§ Exercise instructions:
All records are to be printed exactly as they appear.

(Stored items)
..........

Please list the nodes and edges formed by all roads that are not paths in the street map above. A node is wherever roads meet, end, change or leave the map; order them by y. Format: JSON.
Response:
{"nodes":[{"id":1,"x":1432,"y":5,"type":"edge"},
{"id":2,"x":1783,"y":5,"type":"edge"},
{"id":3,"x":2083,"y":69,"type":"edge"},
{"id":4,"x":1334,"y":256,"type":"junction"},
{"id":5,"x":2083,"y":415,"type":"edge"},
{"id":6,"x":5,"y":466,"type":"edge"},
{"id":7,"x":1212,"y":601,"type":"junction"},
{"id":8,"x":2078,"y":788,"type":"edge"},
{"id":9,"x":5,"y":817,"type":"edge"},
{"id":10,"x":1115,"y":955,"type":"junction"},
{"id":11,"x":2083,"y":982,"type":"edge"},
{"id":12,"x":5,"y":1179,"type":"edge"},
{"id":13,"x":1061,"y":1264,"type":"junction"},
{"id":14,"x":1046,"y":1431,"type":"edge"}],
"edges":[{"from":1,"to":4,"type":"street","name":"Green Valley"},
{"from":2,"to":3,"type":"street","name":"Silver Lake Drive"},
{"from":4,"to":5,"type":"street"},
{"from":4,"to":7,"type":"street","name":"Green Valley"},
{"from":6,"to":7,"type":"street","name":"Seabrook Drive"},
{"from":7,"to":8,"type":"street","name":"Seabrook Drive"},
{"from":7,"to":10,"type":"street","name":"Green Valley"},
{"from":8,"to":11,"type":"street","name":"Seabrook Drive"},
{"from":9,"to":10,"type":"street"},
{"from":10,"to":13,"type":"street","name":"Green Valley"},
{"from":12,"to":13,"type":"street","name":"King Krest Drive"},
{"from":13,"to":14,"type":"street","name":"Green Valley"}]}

..........

§ Response to the task:
Please list the nodes and edges formed by all roads that are not paths in the street map above. A node is wherever roads meet, end, change or leave the map; order them by y. Format: JSON.
Response:
{"nodes":[{"id":1,"x":1432,"y":5,"type":"edge"},
{"id":2,"x":1783,"y":5,"type":"edge"},
{"id":3,"x":2083,"y":69,"type":"edge"},
{"id":4,"x":1334,"y":256,"type":"junction"},
{"id":5,"x":2083,"y":415,"type":"edge"},
{"id":6,"x":5,"y":466,"type":"edge"},
{"id":7,"x":1212,"y":601,"type":"junction"},
{"id":8,"x":2078,"y":788,"type":"edge"},
{"id":9,"x":5,"y":817,"type":"edge"},
{"id":10,"x":1115,"y":955,"type":"junction"},
{"id":11,"x":2083,"y":982,"type":"edge"},
{"id":12,"x":5,"y":1179,"type":"edge"},
{"id":13,"x":1061,"y":1264,"type":"junction"},
{"id":14,"x":1046,"y":1431,"type":"edge"}],
"edges":[{"from":1,"to":4,"type":"street","name":"Green Valley"},
{"from":2,"to":3,"type":"street","name":"Silver Lake Drive"},
{"from":4,"to":5,"type":"street"},
{"from":4,"to":7,"type":"street","name":"Green Valley"},
{"from":6,"to":7,"type":"street","name":"Seabrook Drive"},
{"from":7,"to":8,"type":"street","name":"Seabrook Drive"},
{"from":7,"to":10,"type":"street","name":"Green Valley"},
{"from":8,"to":11,"type":"street","name":"Seabrook Drive"},
{"from":9,"to":10,"type":"street"},
{"from":10,"to":13,"type":"street","name":"Green Valley"},
{"from":12,"to":13,"type":"street","name":"King Krest Drive"},
{"from":13,"to":14,"type":"street","name":"Green Valley"}]}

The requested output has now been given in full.